(EXERCISE DETAILS):
Leave out the pictures and repeat the data exactly.
--- START ---
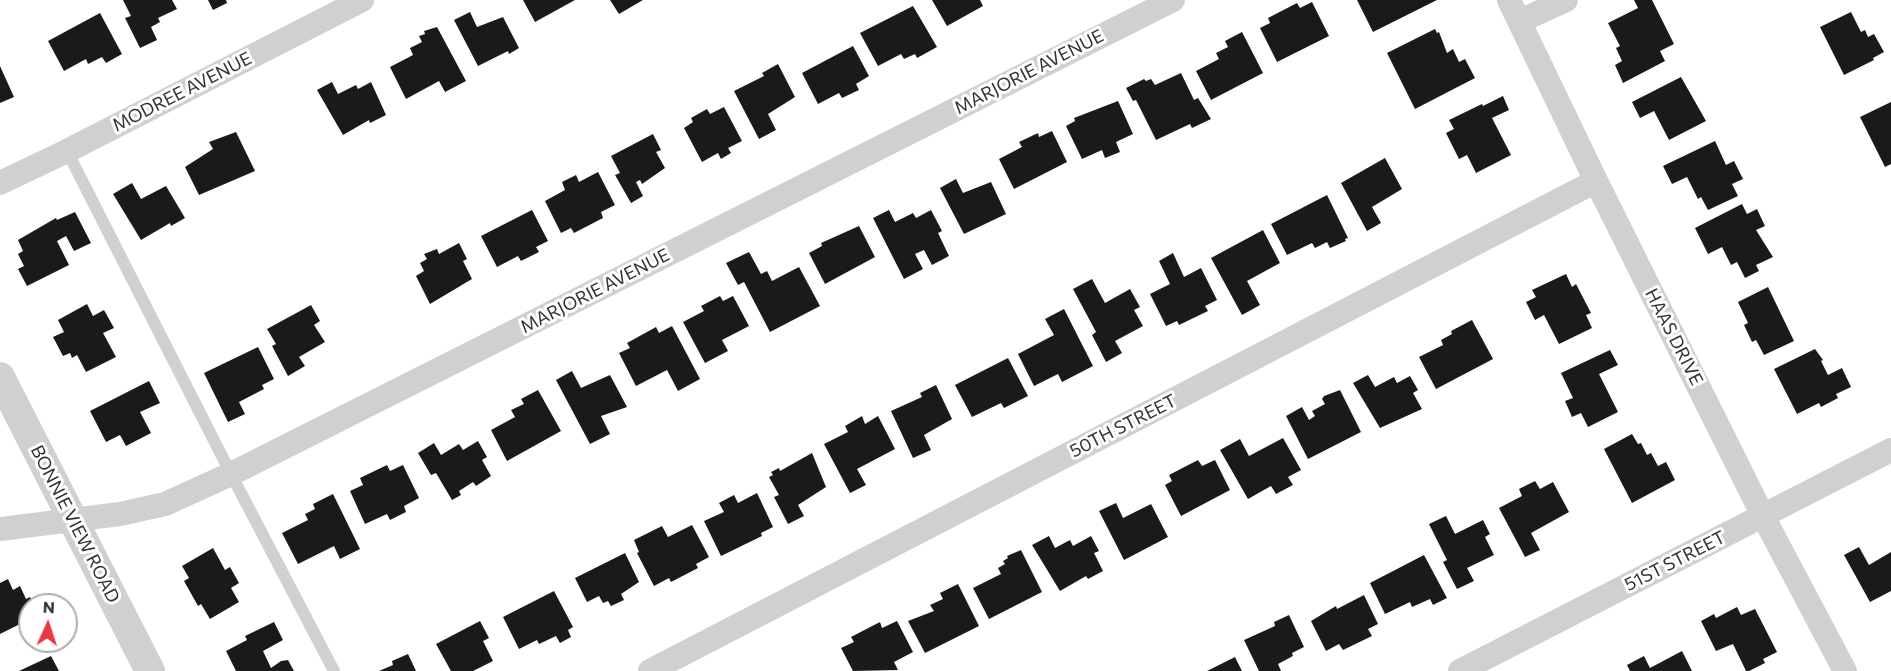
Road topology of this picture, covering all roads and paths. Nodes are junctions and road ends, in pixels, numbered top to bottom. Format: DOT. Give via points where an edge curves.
graph roads {
  1 [pos="362,0"];
  2 [pos="1173,0"];
  3 [pos="1509,0"];
  4 [pos="1566,0"];
  5 [pos="1520,21"];
  6 [pos="67,151"];
  7 [pos="1596,181"];
  8 [pos="0,183"];
  9 [pos="0,377"];
  10 [pos="1891,450"];
  11 [pos="231,474"];
  12 [pos="1763,516"];
  13 [pos="71,519"];
  14 [pos="0,529"];
  15 [pos="1466,670"];
  16 [pos="150,671"];
  17 [pos="334,671"];
  18 [pos="650,671"];
  19 [pos="1844,671"];
  1 -- 6 [label="street, MODREE AVENUE"];
  2 -- 11 [label="street, MARJORIE AVENUE"];
  3 -- 5 [label="street, HAAS DRIVE"];
  4 -- 5 [label="street"];
  5 -- 7 [label="street, HAAS DRIVE"];
  6 -- 8 [label="street, MODREE AVENUE"];
  6 -- 11 [label="lane"];
  7 -- 12 [label="street, HAAS DRIVE"];
  7 -- 18 [label="street, 50TH STREET"];
  9 -- 13 [label="street, BONNIE VIEW ROAD"];
  10 -- 12 [label="street, 51ST STREET"];
  11 -- 13 [label="street, MARJORIE AVENUE" via="165,504"];
  11 -- 17 [label="lane"];
  12 -- 15 [label="street, 51ST STREET"];
  12 -- 19 [label="street, HAAS DRIVE"];
  13 -- 14 [label="street, MARJORIE AVENUE"];
  13 -- 16 [label="street, BONNIE VIEW ROAD"];
}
--- END ---
(EXPECTED ANSWER):
Road topology of this picture, covering all roads and paths. Nodes are junctions and road ends, in pixels, numbered top to bottom. Format: DOT. Give via points where an edge curves.
graph roads {
  1 [pos="362,0"];
  2 [pos="1173,0"];
  3 [pos="1509,0"];
  4 [pos="1566,0"];
  5 [pos="1520,21"];
  6 [pos="67,151"];
  7 [pos="1596,181"];
  8 [pos="0,183"];
  9 [pos="0,377"];
  10 [pos="1891,450"];
  11 [pos="231,474"];
  12 [pos="1763,516"];
  13 [pos="71,519"];
  14 [pos="0,529"];
  15 [pos="1466,670"];
  16 [pos="150,671"];
  17 [pos="334,671"];
  18 [pos="650,671"];
  19 [pos="1844,671"];
  1 -- 6 [label="street, MODREE AVENUE"];
  2 -- 11 [label="street, MARJORIE AVENUE"];
  3 -- 5 [label="street, HAAS DRIVE"];
  4 -- 5 [label="street"];
  5 -- 7 [label="street, HAAS DRIVE"];
  6 -- 8 [label="street, MODREE AVENUE"];
  6 -- 11 [label="lane"];
  7 -- 12 [label="street, HAAS DRIVE"];
  7 -- 18 [label="street, 50TH STREET"];
  9 -- 13 [label="street, BONNIE VIEW ROAD"];
  10 -- 12 [label="street, 51ST STREET"];
  11 -- 13 [label="street, MARJORIE AVENUE" via="165,504"];
  11 -- 17 [label="lane"];
  12 -- 15 [label="street, 51ST STREET"];
  12 -- 19 [label="street, HAAS DRIVE"];
  13 -- 14 [label="street, MARJORIE AVENUE"];
  13 -- 16 [label="street, BONNIE VIEW ROAD"];
}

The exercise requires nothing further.